Mitigation and Best Practices

  • Django: Ensure SESSION_COOKIE_HTTPONLY = True (this is the default and should generally not be changed). Consider CSRF_COOKIE_HTTPONLY = False (default) if your frontend JavaScript needs to read the CSRF token from the cookie, but ensure your session cookie is HttpOnly.
  • Flask: Always add httponly=True when calling response.set_cookie for any sensitive cookie. Configure session extensions to use HttpOnly.

Secure Code Example

# settings.py (Django Production - Secure Default)
# SECURE: HttpOnly is True by default for session cookies.
# SESSION_COOKIE_HTTPONLY = True # Explicitly setting is fine too.
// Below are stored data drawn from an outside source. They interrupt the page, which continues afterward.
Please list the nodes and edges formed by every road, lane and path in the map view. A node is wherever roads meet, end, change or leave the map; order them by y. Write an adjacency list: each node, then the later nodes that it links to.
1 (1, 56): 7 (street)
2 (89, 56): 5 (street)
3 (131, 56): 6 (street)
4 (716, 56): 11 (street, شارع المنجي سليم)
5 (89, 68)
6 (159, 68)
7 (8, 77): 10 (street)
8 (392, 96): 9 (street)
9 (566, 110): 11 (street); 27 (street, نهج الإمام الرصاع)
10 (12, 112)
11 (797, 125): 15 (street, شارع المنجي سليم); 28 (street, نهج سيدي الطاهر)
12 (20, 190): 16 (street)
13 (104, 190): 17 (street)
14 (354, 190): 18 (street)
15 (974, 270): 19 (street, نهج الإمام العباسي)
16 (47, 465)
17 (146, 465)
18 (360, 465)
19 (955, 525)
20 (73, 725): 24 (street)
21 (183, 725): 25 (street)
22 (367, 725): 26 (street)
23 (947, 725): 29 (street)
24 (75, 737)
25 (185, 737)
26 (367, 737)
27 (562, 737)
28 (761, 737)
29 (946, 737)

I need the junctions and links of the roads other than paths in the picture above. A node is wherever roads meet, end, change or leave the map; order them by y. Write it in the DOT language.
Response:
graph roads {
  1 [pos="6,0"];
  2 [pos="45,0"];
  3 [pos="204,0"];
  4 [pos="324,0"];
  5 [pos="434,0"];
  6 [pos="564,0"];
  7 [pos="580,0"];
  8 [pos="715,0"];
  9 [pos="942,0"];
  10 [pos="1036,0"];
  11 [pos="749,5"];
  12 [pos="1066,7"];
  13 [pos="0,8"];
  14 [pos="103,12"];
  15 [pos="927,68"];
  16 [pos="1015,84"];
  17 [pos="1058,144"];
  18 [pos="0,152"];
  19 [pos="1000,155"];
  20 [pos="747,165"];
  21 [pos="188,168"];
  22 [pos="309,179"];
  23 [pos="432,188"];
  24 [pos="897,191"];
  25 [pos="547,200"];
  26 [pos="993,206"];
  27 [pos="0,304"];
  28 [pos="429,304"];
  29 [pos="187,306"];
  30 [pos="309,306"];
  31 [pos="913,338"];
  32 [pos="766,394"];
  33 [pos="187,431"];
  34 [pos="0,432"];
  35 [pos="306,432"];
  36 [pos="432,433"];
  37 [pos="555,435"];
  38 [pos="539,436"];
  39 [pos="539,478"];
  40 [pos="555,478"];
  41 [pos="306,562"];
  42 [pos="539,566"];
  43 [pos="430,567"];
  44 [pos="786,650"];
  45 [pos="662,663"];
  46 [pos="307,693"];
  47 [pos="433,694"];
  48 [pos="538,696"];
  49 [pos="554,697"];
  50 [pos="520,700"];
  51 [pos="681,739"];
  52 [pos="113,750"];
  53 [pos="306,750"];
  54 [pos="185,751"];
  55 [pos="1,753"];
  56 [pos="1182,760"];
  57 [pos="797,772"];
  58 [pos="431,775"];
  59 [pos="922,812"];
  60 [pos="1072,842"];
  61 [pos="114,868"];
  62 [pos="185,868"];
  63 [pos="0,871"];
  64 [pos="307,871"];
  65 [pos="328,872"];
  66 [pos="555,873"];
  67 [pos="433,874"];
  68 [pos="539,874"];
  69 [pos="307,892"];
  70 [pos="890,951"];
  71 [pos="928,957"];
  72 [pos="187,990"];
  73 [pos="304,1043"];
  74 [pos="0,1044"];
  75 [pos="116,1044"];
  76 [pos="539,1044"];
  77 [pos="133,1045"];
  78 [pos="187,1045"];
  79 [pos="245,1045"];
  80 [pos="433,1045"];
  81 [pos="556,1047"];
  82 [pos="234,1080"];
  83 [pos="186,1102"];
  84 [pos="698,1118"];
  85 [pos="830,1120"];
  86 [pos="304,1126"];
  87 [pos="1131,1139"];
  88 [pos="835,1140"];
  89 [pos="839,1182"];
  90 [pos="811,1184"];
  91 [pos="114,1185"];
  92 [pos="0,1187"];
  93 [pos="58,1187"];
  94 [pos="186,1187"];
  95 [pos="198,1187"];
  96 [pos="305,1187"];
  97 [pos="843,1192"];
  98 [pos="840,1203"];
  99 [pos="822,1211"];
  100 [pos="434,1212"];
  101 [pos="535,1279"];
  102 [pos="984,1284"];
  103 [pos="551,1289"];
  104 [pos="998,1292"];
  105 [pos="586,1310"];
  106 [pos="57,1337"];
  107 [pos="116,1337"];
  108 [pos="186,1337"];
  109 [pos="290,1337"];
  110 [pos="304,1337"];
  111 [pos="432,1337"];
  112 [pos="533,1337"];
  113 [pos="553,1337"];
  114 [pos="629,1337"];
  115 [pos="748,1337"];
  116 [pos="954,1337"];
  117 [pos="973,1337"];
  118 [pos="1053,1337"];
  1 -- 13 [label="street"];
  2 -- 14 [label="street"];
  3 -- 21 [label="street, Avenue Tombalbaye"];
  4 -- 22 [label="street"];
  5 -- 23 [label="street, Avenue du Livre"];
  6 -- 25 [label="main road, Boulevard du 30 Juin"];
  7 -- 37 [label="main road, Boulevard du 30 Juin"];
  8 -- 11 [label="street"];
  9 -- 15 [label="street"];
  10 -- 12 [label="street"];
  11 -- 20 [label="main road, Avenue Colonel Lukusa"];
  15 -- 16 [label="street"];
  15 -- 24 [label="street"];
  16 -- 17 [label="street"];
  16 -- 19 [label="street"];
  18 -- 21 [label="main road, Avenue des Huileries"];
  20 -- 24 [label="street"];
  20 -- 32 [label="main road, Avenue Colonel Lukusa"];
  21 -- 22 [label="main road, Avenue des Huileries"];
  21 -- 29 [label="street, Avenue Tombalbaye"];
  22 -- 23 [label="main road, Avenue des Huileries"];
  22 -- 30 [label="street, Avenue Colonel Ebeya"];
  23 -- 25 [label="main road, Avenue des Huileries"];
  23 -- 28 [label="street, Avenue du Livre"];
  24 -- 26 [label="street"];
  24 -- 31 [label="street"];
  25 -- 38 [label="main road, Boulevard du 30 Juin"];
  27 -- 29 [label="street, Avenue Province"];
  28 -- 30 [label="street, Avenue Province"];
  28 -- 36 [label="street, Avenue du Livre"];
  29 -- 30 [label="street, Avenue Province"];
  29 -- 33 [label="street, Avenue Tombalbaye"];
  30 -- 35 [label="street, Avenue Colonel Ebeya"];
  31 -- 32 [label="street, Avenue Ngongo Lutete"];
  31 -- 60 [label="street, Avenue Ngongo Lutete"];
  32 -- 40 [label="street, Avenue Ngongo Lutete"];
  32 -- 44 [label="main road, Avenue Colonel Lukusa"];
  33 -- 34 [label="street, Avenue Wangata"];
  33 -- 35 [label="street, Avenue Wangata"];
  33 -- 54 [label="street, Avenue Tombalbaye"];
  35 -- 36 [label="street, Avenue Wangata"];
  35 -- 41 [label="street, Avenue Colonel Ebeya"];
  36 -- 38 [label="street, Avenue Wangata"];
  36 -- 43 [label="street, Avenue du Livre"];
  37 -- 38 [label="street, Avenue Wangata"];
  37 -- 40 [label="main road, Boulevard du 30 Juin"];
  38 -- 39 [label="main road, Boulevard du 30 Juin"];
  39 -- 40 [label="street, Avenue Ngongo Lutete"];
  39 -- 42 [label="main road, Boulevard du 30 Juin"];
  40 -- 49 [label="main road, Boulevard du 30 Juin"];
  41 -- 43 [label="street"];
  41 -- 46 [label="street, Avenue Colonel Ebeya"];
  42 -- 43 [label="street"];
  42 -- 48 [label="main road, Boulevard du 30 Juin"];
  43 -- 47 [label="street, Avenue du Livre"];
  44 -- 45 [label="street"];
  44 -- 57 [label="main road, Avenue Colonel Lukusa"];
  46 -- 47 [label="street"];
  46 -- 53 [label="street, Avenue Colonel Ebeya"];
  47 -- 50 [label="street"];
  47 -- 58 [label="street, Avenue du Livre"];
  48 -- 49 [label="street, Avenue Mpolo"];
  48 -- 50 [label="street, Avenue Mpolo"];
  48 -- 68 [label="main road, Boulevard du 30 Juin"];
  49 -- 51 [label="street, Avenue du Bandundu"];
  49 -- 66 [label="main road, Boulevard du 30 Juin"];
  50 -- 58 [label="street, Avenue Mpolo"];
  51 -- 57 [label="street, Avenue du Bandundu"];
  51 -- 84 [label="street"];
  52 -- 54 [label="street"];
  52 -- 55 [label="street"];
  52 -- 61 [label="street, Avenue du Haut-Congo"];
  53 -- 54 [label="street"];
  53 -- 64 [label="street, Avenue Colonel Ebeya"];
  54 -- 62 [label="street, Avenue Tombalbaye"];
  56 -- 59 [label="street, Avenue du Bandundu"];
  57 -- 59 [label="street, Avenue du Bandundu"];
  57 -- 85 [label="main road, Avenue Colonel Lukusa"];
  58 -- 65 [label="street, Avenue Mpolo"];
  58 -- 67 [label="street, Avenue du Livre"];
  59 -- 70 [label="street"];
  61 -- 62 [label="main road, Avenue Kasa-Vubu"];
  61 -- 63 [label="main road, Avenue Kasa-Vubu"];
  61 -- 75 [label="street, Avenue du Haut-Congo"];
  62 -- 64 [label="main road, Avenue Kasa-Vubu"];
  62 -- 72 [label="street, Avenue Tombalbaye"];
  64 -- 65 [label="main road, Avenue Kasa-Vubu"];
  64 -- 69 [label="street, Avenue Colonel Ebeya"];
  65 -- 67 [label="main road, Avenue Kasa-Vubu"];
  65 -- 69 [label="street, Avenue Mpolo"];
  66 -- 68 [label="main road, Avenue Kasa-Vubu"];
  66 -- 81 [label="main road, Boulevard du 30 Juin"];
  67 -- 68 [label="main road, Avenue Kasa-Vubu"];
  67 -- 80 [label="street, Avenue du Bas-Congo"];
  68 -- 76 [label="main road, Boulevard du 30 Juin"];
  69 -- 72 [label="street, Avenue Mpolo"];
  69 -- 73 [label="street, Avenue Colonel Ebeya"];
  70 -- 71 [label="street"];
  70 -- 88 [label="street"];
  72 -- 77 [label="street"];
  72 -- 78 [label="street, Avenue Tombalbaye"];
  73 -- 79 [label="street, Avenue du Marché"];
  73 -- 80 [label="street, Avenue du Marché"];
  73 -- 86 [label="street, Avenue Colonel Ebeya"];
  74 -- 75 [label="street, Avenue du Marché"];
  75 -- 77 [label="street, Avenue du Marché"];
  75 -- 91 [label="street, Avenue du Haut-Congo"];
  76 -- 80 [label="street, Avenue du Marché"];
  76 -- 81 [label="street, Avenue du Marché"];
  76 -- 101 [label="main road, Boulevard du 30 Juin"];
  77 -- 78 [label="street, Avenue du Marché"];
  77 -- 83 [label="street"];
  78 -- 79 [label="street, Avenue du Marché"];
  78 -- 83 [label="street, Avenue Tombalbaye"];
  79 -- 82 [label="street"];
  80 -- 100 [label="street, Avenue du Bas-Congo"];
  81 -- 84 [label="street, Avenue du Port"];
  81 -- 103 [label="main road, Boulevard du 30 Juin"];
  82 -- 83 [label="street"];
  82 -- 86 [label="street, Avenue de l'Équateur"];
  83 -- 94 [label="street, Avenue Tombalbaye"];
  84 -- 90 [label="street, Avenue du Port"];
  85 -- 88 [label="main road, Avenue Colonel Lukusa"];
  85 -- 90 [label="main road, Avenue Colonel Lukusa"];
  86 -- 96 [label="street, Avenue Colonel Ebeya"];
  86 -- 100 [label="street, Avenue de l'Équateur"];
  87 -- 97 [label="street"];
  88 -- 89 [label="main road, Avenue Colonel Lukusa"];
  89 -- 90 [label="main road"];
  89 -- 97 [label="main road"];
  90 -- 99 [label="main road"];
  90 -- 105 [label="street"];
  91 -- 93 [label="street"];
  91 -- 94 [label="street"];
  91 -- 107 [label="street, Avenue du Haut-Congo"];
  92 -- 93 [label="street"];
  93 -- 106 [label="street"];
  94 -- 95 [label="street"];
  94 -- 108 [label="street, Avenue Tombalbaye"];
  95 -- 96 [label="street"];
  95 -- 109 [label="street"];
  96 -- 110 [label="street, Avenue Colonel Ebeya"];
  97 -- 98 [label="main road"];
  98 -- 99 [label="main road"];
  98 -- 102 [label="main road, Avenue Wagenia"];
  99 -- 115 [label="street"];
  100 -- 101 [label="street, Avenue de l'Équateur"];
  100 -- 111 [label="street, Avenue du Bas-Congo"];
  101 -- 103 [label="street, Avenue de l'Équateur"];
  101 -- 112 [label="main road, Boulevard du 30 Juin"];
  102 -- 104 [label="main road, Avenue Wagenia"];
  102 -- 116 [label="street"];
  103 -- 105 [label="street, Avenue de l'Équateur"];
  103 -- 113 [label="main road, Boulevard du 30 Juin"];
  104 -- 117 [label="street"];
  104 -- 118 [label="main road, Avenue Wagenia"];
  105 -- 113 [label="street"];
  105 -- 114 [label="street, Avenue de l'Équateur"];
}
# CSRF token often needs to be readable by JS for AJAX
CSRF_COOKIE_HTTPONLY = False # Default and often necessary
# app.py (Flask - Secure Custom Cookie)
from flask import make_response, request

@app.route('/set-session-like-cookie-secure')
def set_session_like_cookie_secure():
    session_data = generate_sensitive_session_data()
    response = make_response("Session Set Securely")
    is_https = request.is_secure or request.headers.get('X-Forwarded-Proto', 'http') == 'https'
    # SECURE: Added httponly=True.
    response.set_cookie('custom_session', session_data,
                       secure=is_https,
                       httponly=True, # Prevent JS access
                       samesite='Strict')
    return response

Testing Strategy

Access your site over HTTPS and log in. Use browser developer tools (Application/Storage tab) to inspect the session cookie (sessionid in Django, connect.sid often in Flask/Node) and any custom authentication cookies. Verify that the “HttpOnly” column/flag is checked/true. Try accessing document.cookie in the browser’s JavaScript console; sensitive cookies should not appear in the list.